▶ _WHAT YOU ARE ASKED TO DO_
Copy each line of the records below that mentions the word "Hickory".

▶ _AVAILABLE DATA_
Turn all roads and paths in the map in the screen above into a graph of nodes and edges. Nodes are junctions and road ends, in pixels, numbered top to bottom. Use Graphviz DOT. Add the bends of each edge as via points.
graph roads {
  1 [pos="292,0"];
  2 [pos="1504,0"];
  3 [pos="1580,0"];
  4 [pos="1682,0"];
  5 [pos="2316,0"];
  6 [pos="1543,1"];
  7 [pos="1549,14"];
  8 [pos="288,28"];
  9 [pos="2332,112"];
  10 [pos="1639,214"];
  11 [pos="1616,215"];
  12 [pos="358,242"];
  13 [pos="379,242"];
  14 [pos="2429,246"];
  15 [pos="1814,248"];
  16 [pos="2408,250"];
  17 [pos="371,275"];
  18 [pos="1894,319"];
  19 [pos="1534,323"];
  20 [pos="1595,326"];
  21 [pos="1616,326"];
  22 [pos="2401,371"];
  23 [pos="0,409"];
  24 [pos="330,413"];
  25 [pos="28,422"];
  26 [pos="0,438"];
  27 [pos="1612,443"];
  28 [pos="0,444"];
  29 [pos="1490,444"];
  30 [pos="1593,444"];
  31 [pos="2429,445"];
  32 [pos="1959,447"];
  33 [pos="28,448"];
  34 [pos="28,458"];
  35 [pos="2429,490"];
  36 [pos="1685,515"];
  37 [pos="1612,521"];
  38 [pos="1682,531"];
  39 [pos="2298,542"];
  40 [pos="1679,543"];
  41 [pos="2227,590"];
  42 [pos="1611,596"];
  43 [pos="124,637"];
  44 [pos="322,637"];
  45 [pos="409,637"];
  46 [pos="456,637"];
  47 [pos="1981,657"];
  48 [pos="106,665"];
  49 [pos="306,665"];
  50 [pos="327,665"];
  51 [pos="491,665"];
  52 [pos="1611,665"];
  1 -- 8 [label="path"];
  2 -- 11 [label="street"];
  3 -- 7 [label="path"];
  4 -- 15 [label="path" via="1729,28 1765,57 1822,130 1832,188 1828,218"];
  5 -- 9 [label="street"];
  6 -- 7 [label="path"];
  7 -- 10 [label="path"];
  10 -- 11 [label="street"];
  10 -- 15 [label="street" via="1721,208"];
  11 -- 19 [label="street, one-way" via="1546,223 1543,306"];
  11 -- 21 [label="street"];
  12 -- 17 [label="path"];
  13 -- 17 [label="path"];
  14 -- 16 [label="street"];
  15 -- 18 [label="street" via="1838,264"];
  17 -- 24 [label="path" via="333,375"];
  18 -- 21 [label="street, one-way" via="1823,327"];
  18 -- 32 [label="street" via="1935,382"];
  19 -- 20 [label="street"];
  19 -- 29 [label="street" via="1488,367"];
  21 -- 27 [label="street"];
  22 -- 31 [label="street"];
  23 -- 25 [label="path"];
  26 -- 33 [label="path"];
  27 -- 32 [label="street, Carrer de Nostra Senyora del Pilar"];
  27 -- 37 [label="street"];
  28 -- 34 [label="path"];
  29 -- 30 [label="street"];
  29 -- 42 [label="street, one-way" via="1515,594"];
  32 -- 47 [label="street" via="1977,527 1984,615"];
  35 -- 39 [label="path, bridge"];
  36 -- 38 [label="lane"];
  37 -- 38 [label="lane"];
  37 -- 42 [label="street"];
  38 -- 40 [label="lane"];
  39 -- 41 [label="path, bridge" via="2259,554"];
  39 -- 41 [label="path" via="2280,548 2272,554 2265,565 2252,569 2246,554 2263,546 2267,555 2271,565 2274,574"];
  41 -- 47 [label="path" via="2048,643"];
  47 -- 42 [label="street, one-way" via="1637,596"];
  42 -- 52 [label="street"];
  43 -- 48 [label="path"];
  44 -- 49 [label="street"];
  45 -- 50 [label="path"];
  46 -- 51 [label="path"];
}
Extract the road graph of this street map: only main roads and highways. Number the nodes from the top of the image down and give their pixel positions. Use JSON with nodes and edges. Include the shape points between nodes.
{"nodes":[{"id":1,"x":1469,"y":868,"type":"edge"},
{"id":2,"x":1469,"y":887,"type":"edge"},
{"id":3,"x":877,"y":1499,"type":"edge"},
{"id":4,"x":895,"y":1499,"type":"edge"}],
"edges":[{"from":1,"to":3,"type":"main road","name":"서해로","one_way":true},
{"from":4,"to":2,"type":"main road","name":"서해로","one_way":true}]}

---

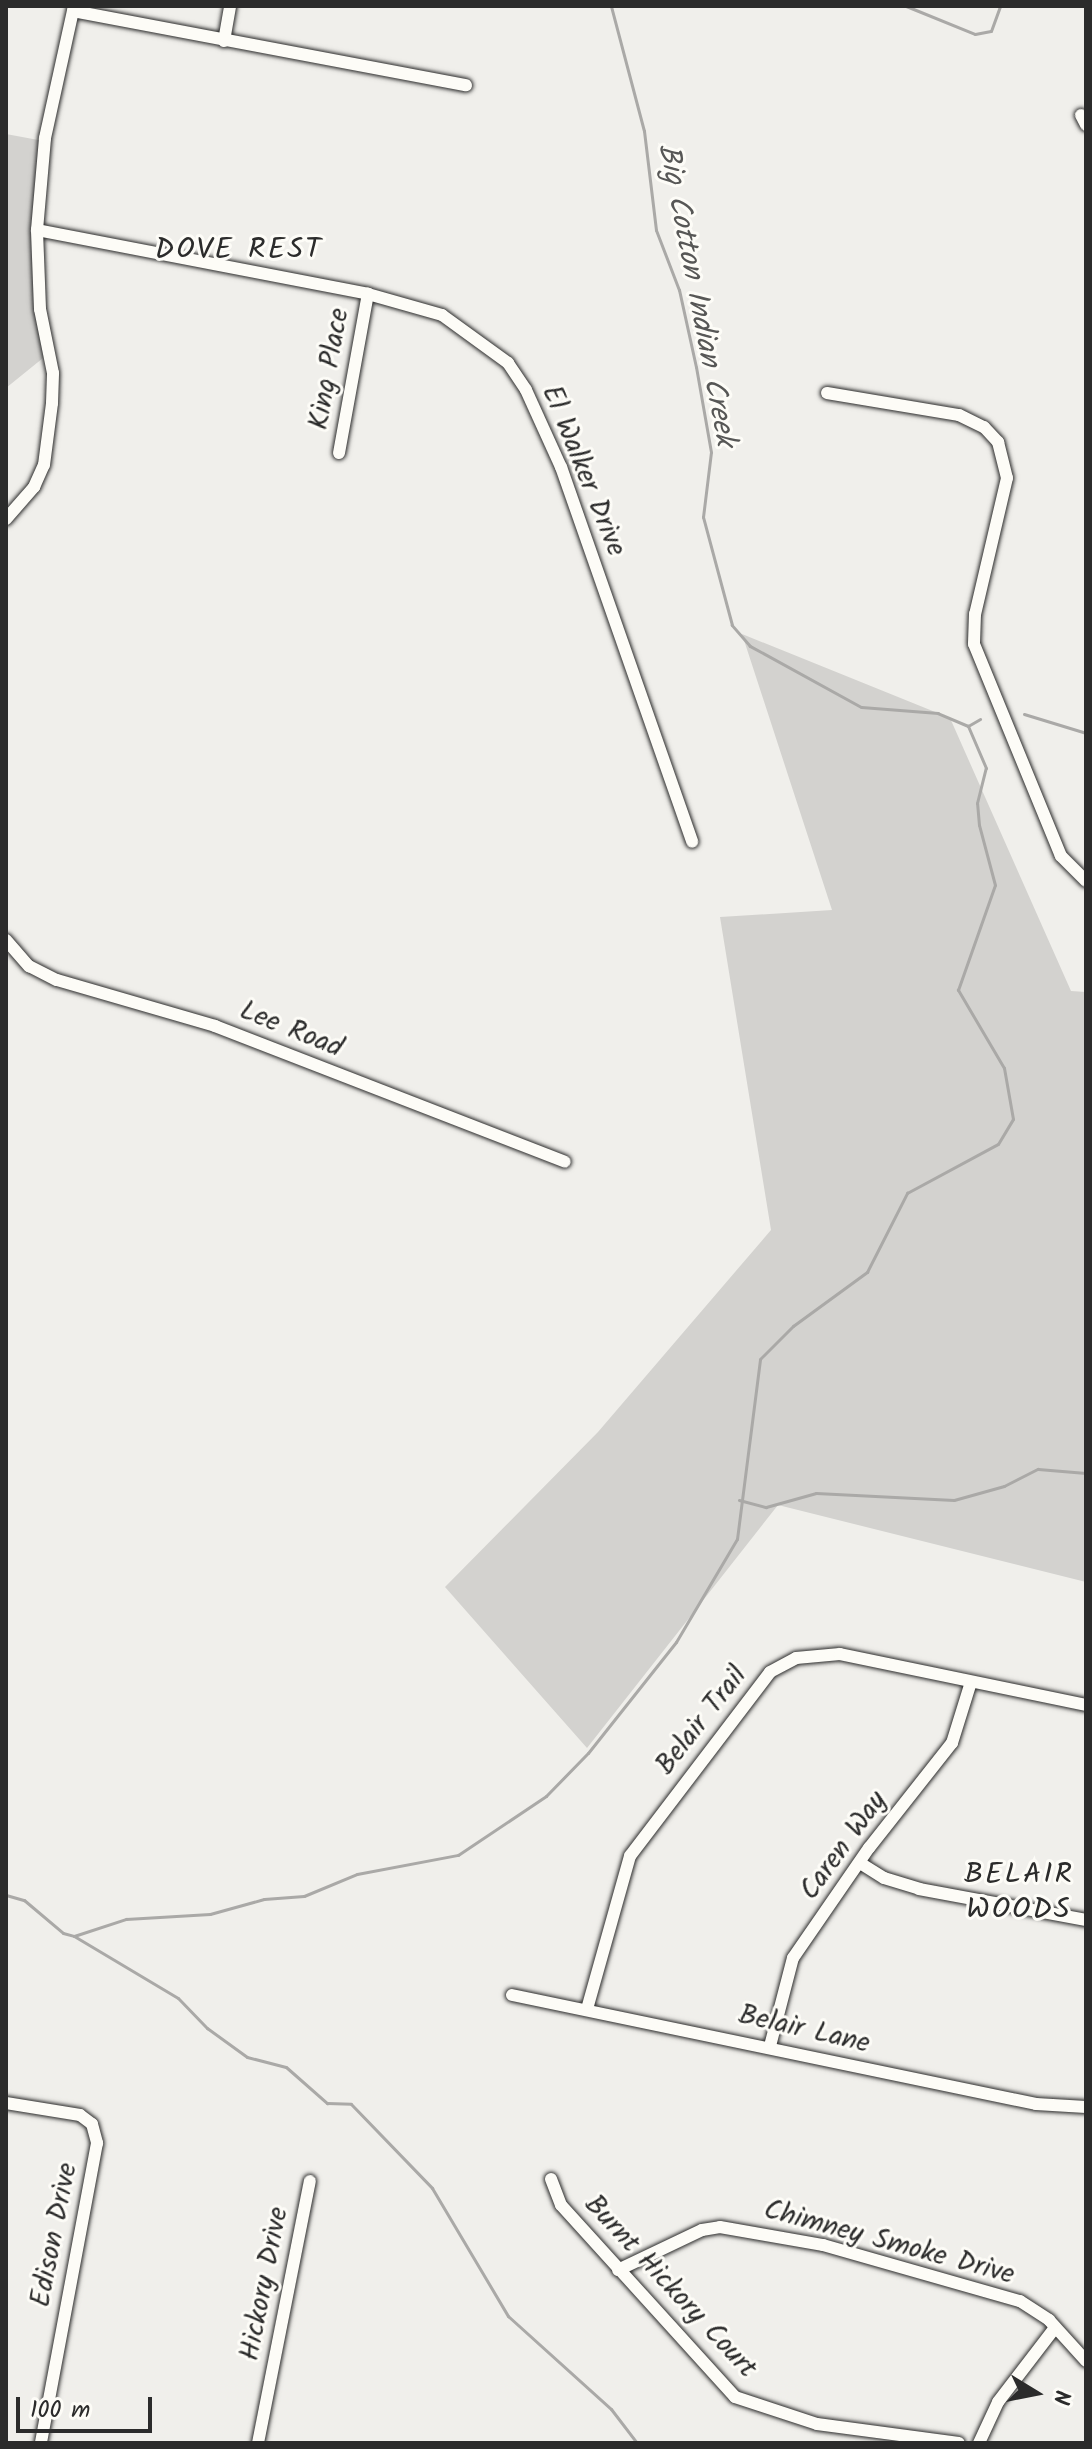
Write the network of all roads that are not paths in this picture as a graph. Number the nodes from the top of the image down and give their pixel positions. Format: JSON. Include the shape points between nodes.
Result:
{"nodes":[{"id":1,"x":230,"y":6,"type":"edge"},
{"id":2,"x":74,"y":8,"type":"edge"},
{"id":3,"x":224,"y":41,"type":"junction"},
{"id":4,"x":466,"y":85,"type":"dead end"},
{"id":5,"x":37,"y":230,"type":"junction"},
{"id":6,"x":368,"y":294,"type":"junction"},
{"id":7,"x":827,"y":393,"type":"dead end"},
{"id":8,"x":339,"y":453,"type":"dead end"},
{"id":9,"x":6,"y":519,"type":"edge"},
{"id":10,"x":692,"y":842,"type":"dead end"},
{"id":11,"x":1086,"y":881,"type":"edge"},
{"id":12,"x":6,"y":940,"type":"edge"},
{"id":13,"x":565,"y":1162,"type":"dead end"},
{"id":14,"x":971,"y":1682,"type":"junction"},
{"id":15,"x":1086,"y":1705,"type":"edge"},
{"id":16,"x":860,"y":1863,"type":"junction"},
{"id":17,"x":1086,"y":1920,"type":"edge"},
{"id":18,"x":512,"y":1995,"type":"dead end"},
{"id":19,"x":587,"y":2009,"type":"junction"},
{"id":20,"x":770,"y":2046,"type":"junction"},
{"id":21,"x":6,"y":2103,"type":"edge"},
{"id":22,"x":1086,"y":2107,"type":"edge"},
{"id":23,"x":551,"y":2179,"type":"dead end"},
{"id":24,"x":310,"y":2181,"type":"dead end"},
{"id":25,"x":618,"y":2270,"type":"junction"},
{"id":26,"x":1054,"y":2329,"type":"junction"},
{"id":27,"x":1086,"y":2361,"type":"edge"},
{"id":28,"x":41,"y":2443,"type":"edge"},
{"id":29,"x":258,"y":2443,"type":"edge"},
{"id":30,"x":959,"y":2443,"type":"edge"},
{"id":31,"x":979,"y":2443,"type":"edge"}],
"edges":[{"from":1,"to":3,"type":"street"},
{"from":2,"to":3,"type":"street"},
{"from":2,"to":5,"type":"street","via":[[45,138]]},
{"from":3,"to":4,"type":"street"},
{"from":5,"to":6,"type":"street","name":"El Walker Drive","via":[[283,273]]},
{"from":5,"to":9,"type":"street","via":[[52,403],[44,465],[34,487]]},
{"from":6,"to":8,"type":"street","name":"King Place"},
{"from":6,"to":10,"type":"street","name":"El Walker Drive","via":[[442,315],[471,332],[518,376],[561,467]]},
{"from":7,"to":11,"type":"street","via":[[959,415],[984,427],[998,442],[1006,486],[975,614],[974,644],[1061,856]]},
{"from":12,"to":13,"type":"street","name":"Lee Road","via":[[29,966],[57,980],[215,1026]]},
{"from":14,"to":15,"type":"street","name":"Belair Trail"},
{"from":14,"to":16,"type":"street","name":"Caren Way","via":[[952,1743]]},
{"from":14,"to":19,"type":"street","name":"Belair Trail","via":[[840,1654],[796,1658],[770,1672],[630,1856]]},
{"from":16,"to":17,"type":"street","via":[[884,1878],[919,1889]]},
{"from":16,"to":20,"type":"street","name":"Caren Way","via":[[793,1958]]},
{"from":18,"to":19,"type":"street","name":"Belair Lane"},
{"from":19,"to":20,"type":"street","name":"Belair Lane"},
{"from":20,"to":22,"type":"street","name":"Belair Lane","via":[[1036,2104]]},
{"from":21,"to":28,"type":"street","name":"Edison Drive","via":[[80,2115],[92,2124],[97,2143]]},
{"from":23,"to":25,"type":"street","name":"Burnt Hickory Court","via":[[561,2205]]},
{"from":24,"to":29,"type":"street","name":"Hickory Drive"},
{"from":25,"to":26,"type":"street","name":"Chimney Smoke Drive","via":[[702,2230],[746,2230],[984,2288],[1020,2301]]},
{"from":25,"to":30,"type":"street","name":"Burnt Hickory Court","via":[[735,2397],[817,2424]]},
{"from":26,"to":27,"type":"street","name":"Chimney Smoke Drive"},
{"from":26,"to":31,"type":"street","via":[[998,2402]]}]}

--

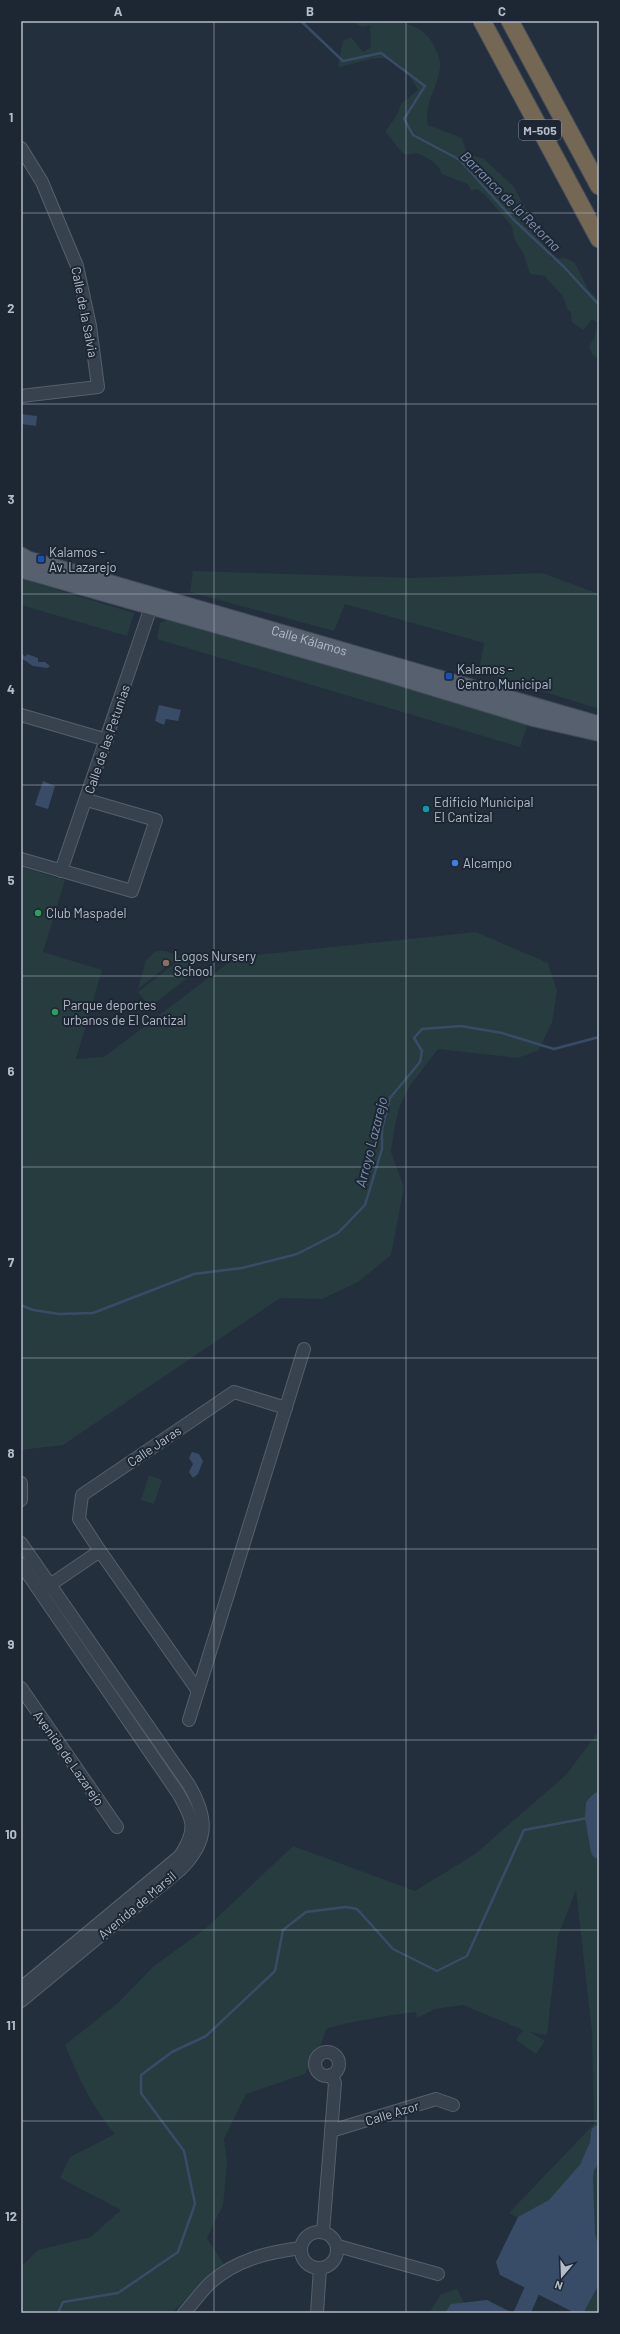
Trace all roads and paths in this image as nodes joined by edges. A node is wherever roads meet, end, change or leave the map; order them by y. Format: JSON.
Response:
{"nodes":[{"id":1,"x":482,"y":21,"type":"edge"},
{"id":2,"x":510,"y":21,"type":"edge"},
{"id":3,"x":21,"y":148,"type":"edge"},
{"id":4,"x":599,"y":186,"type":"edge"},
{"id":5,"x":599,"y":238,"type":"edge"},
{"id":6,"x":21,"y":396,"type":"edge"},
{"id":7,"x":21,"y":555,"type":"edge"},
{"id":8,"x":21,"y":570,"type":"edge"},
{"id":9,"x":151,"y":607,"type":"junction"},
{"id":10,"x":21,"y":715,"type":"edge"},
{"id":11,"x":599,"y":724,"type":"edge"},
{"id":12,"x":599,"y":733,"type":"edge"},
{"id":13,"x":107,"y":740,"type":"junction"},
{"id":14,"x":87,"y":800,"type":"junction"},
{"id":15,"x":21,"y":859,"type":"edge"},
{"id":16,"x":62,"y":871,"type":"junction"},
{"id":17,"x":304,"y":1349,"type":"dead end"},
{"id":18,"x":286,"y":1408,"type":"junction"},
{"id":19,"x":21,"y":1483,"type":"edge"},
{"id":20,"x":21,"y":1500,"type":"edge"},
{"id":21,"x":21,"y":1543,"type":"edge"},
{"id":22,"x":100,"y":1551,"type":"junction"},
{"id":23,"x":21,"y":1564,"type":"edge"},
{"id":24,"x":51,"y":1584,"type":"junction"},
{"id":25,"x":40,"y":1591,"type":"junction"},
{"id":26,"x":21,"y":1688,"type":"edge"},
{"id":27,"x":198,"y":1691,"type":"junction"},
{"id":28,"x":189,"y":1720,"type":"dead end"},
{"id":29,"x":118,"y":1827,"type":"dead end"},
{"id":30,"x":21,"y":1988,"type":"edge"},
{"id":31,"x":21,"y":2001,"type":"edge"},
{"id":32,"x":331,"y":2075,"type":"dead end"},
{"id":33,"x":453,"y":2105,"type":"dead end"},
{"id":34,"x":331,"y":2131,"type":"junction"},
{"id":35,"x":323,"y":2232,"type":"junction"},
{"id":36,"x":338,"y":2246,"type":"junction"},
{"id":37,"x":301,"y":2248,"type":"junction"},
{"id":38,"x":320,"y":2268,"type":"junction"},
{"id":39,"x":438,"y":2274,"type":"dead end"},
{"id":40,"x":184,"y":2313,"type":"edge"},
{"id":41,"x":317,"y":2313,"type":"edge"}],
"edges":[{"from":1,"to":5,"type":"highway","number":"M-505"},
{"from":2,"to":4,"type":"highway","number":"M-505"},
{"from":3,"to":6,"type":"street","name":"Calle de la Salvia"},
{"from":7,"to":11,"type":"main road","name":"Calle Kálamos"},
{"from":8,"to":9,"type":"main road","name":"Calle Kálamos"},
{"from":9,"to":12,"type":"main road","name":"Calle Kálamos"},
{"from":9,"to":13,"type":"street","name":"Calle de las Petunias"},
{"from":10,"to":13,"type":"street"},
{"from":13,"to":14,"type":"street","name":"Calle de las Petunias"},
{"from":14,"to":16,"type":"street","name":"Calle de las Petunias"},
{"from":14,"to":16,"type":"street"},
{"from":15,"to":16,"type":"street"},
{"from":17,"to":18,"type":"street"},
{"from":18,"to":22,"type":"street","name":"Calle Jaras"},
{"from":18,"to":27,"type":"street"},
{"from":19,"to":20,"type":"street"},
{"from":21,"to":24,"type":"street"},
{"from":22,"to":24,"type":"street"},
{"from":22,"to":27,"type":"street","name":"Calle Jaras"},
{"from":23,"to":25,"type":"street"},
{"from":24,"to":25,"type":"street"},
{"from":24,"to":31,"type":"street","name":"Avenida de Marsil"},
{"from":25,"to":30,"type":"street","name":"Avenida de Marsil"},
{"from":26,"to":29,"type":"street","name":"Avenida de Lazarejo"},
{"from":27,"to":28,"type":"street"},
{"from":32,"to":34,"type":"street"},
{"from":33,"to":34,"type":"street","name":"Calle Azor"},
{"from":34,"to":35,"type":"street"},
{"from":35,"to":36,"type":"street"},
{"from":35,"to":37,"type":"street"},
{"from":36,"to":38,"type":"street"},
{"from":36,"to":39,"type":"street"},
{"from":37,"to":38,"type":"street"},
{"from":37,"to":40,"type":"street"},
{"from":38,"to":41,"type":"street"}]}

▶ _RESPONSE AREA_
{"from":23,"to":25,"type":"street","name":"Burnt Hickory Court","via":[[561,2205]]},
{"from":24,"to":29,"type":"street","name":"Hickory Drive"},
{"from":25,"to":30,"type":"street","name":"Burnt Hickory Court","via":[[735,2397],[817,2424]]},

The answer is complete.